Waters have been monitored spectrophotometrically for many years. However, generally only one chemical or physical parameter was measured at a time, and measurements were generally made using a single optical technique, such as light scattering for turbidity or fluorescence for chlorophyll-a. Typically, water monitoring occurs sporadically by occasional field sampling, which is taken to a laboratory for analysis. Some specialized sensors have been used on water flowing through a pipe, which provide real-time measurement of one component of the water. Generally it is desirable to move laboratory instruments to the field to perform continuous on-line water monitoring but such monitoring has been for a very limited number of water components. Typically, measurement of multiple components using more than one optical technique has required multiple sensors. This approach requires a skilled operator capable of performing multiple calibration and maintenance procedures. Multiple sensors also propagate errors from each device, which limits the monitoring system's ability to accurately detect anomalies or events using a combination of readings.
Several relationships have been established in the art. The Beer-Lambert Law relates to absorbance readings. This is most often used in a quantitative way to determine concentrations of an absorbing species in solution:A=log10(I0/I)=ε1c     where A is the measured absorbance, I0 is the incident light intensity at a given wavelength, I is the transmitted light intensity, 1 the path length through the sample, and c the concentration of the absorbing species. For each species and wavelength, ε is a constant known as the molar absorptivity or extinction coefficient. This constant is a fundamental molecular property in a given solvent, at a particular temperature and pressure, and has units of 1/M*cm or often AU/M*cm.
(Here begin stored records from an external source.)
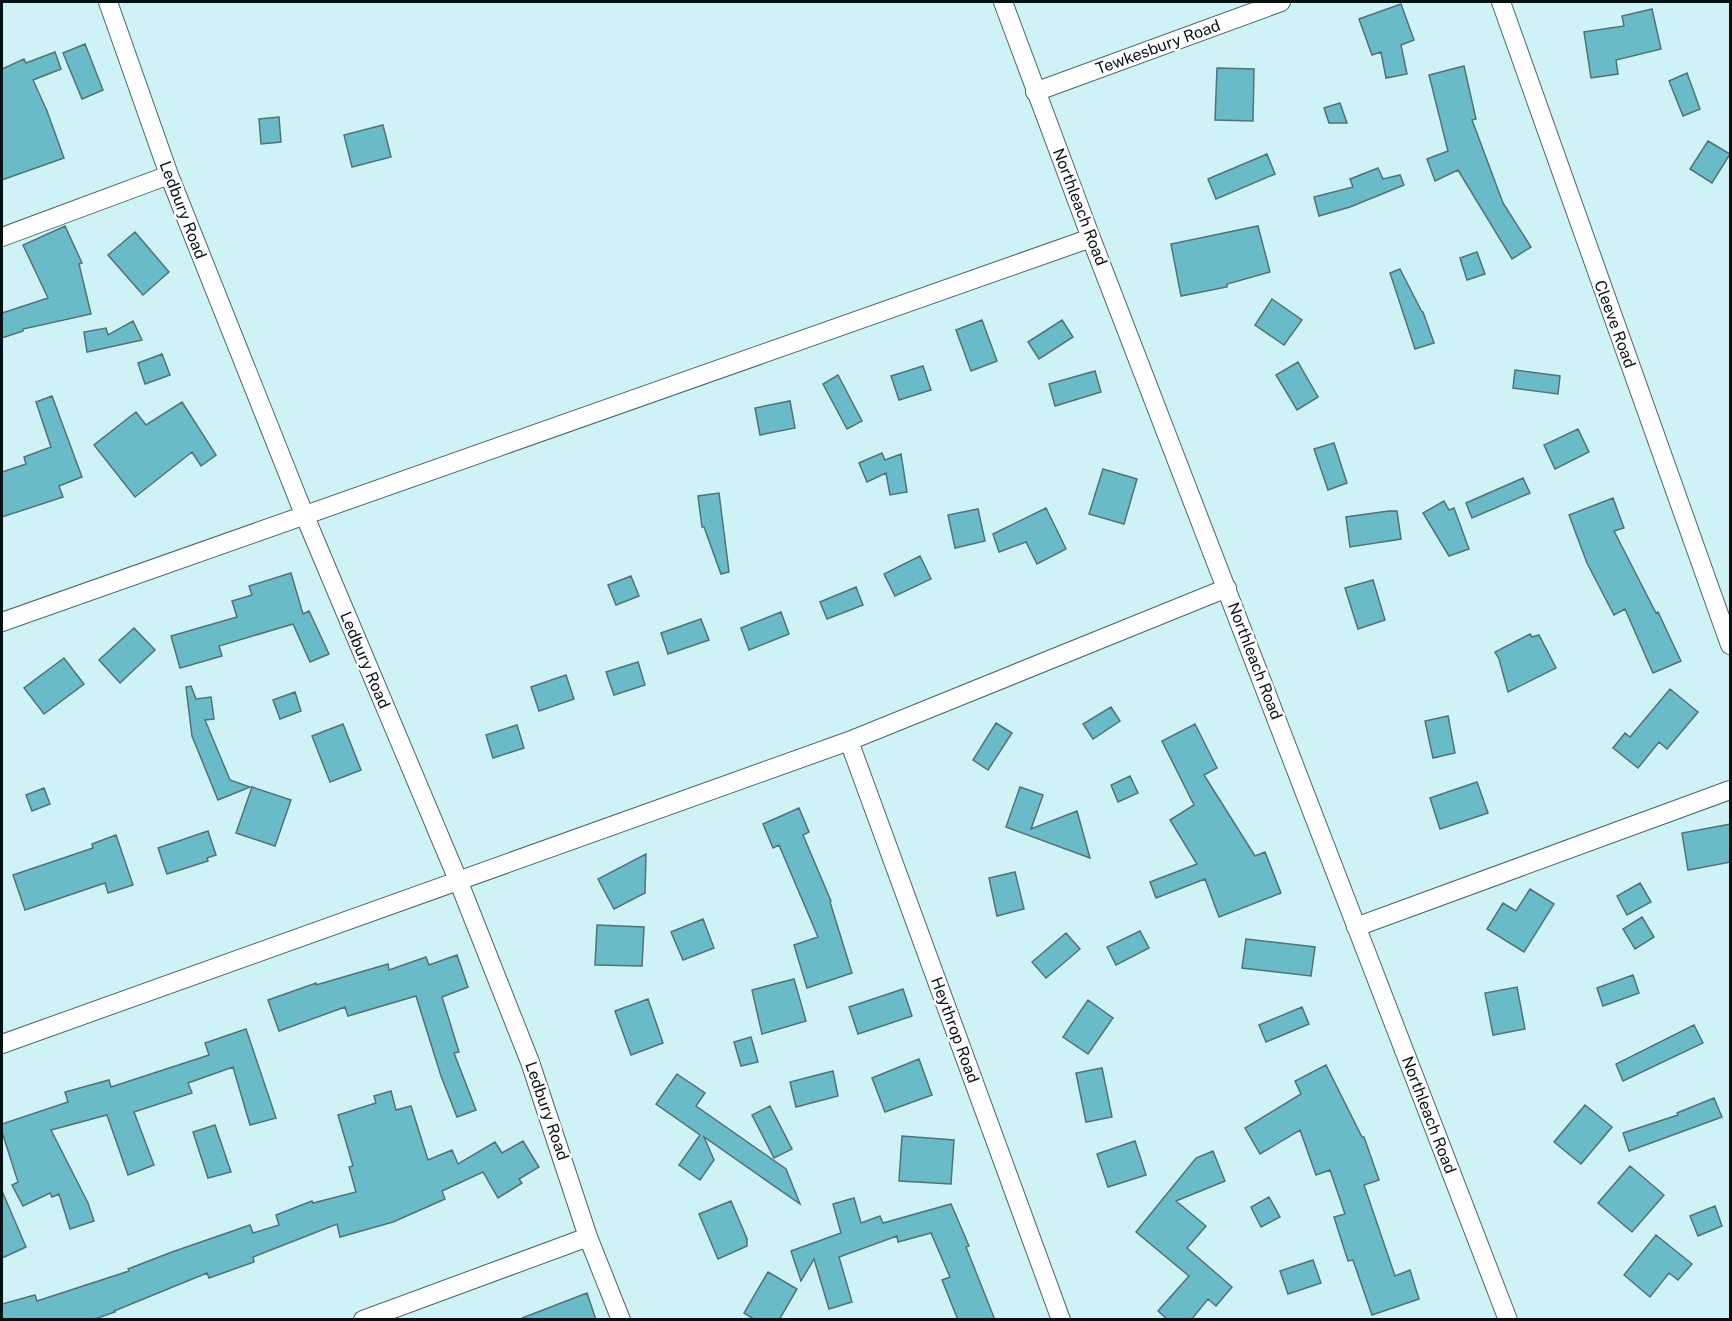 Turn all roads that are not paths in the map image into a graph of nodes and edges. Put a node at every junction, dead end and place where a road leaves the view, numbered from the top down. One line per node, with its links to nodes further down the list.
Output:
1 (108, 2): 6 (street, Ledbury Road)
2 (1003, 2): 5 (street, Northleach Road)
3 (1281, 2): 5 (street, Tewkesbury Road)
4 (1501, 2): 12 (street, Cleeve Road)
5 (1035, 92): 8 (street, Northleach Road)
6 (169, 175): 7 (street); 9 (street, Ledbury Road)
7 (2, 237)
8 (1091, 238): 9 (street); 10 (street, Northleach Road)
9 (304, 514): 11 (street); 15 (street, Ledbury Road)
10 (1227, 588): 13 (street); 16 (street, Northleach Road)
11 (2, 622)
12 (1731, 645)
13 (849, 741): 15 (street); 21 (street, Heythrop Road)
14 (1731, 790): 16 (street)
15 (458, 880): 17 (street); 18 (street, Ledbury Road)
16 (1356, 927): 22 (street, Northleach Road)
17 (2, 1044)
18 (588, 1237): 19 (street); 20 (street, Ledbury Road)
19 (363, 1320)
20 (621, 1320)
21 (1061, 1320)
22 (1508, 1320)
The Beer-Lambert Law predicts a linear relationship between absorption and concentration and is useful for characterizing many compounds but does not hold as a universal relationship. A second order polynomial relationship between absorption and concentration is sometimes encountered for very large, complex molecules or simpler compounds at relatively high concentration. The Beer-Lambert law has implicit assumptions that must be met experimentally for it to apply. For instance, the chemical makeup and physical environment of the sample can alter its extinction coefficient. The chemical and physical conditions of a test sample therefore must match reference measurements for conclusions to be valid. The Beer-Lambert law also only applies to pure solutions and unencumbered absorbance. In the real world, scattering from particles and non-specific absorption contribute to measured values. The ability to measure the sample at multiple optical path lengths allows the molecular absorptivity to be calculated directly for the sample being evaluated at the wavelength being used.
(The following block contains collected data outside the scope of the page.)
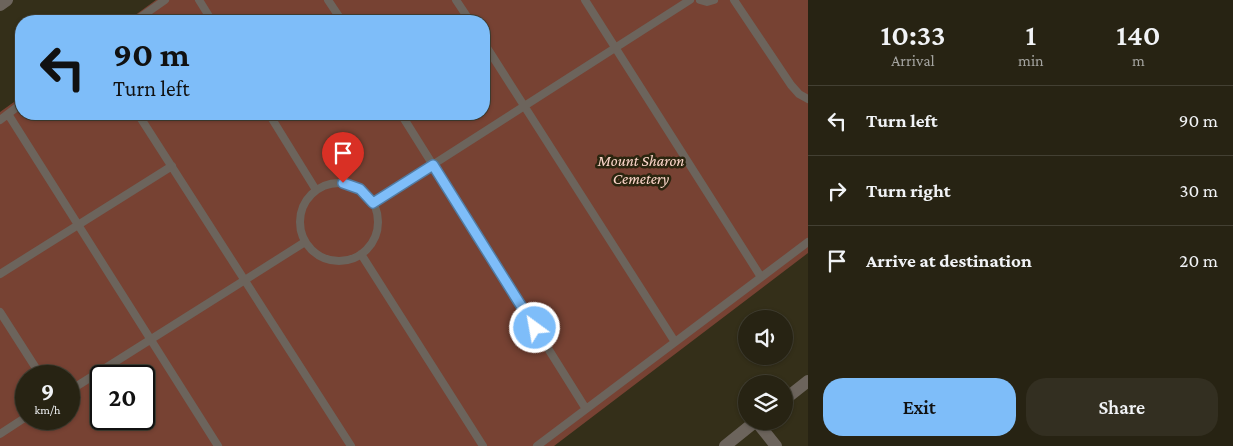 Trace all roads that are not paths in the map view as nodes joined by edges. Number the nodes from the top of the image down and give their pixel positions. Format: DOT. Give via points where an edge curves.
graph roads {
  1 [pos="7,0"];
  2 [pos="165,0"];
  3 [pos="199,0"];
  4 [pos="328,0"];
  5 [pos="456,0"];
  6 [pos="585,0"];
  7 [pos="690,0"];
  8 [pos="700,0"];
  9 [pos="714,0"];
  10 [pos="734,0"];
  11 [pos="0,5"];
  12 [pos="144,15"];
  13 [pos="208,15"];
  14 [pos="338,15"];
  15 [pos="466,15"];
  16 [pos="616,48"];
  17 [pos="490,52"];
  18 [pos="808,99"];
  19 [pos="524,106"];
  20 [pos="15,109"];
  21 [pos="8,114"];
  22 [pos="0,120"];
  23 [pos="142,120"];
  24 [pos="273,120"];
  25 [pos="404,120"];
  26 [pos="433,165"];
  27 [pos="172,166"];
  28 [pos="316,190"];
  29 [pos="373,203"];
  30 [pos="78,225"];
  31 [pos="305,242"];
  32 [pos="808,242"];
  33 [pos="361,254"];
  34 [pos="0,274"];
  35 [pos="761,277"];
  36 [pos="244,281"];
  37 [pos="0,312"];
  38 [pos="150,340"];
  39 [pos="674,342"];
  40 [pos="33,365"];
  41 [pos="808,381"];
  42 [pos="80,384"];
  43 [pos="793,393"];
  44 [pos="586,409"];
  45 [pos="15,424"];
  46 [pos="745,430"];
  47 [pos="763,430"];
  48 [pos="0,434"];
  49 [pos="218,446"];
  50 [pos="351,446"];
  51 [pos="483,446"];
  52 [pos="537,446"];
  53 [pos="725,446"];
  54 [pos="776,446"];
  1 -- 11 [label="street"];
  2 -- 12 [label="lane"];
  3 -- 13 [label="lane"];
  4 -- 14 [label="lane"];
  5 -- 15 [label="lane"];
  6 -- 16 [label="lane"];
  7 -- 16 [label="lane"];
  8 -- 9 [label="lane"];
  10 -- 18 [label="lane" via="791,85"];
  16 -- 19 [label="lane"];
  16 -- 35 [label="lane"];
  17 -- 19 [label="lane"];
  19 -- 26 [label="lane"];
  19 -- 39 [label="lane"];
  20 -- 21 [label="lane"];
  21 -- 22 [label="lane"];
  21 -- 30 [label="lane"];
  23 -- 27 [label="lane"];
  24 -- 28 [label="lane"];
  25 -- 26 [label="lane"];
  26 -- 29 [label="lane"];
  26 -- 44 [label="lane"];
  27 -- 30 [label="lane"];
  27 -- 36 [label="lane"];
  28 -- 29 [label="lane" via="333,183 352,185"];
  28 -- 31 [label="lane" via="300,214"];
  29 -- 33 [label="lane" via="378,227 372,242"];
  30 -- 34 [label="lane"];
  30 -- 38 [label="lane"];
  31 -- 33 [label="lane" via="316,254 331,260 352,259"];
  31 -- 36 [label="lane"];
  32 -- 35 [label="lane"];
  33 -- 51 [label="lane"];
  35 -- 39 [label="lane"];
  36 -- 38 [label="lane"];
  36 -- 50 [label="lane"];
  37 -- 40 [label="lane"];
  38 -- 42 [label="lane"];
  38 -- 49 [label="lane"];
  39 -- 44 [label="lane"];
  41 -- 43 [label="street"];
  44 -- 52 [label="lane"];
  45 -- 48 [label="lane"];
  46 -- 53 [label="street"];
  47 -- 54 [label="street"];
}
One apparatus for measuring the purity of fluids is known from the disclosure of U.S. Pat. No. 8,102,518 to Haught et al. Devices used for measuring fluid purity in general, and for identifying and quantifying the amount of impurities in particular, commonly use light as a probing mechanism. Such devices are generally referred to as photometers. A specific type of photometer is the spectrophotometer, which permits adjustment of the light frequency (i.e., Wavelength), for making measurements at multiple frequencies. An optical sample cell contains a portion of fluid being analyzed at any given moment.
Electromagnetic energy that is used to irradiate the aqueous stream may either be rejected by material in the aqueous stream, transmitted through the aqueous stream and its material load, or absorbed by the aqueous stream material. In the instance where the electromagnetic energy is absorbed by the aqueous stream material, the aqueous stream material may also fluoresce. In devices used to measure purity, one of three basic measurement methodologies following from these potential interactions of the electromagnetic energy with the aqueous stream is generally employed. These methodologies measure the parameters absorption, reflectance, and fluorescence of the aqueous stream in the optical sample cell. In accomplishing the various methodologies, an electromagnetic energy detector has been disposed with respect to an electromagnetic energy transmitter so that the detector is optimally positioned to be responsive to the associated parameter.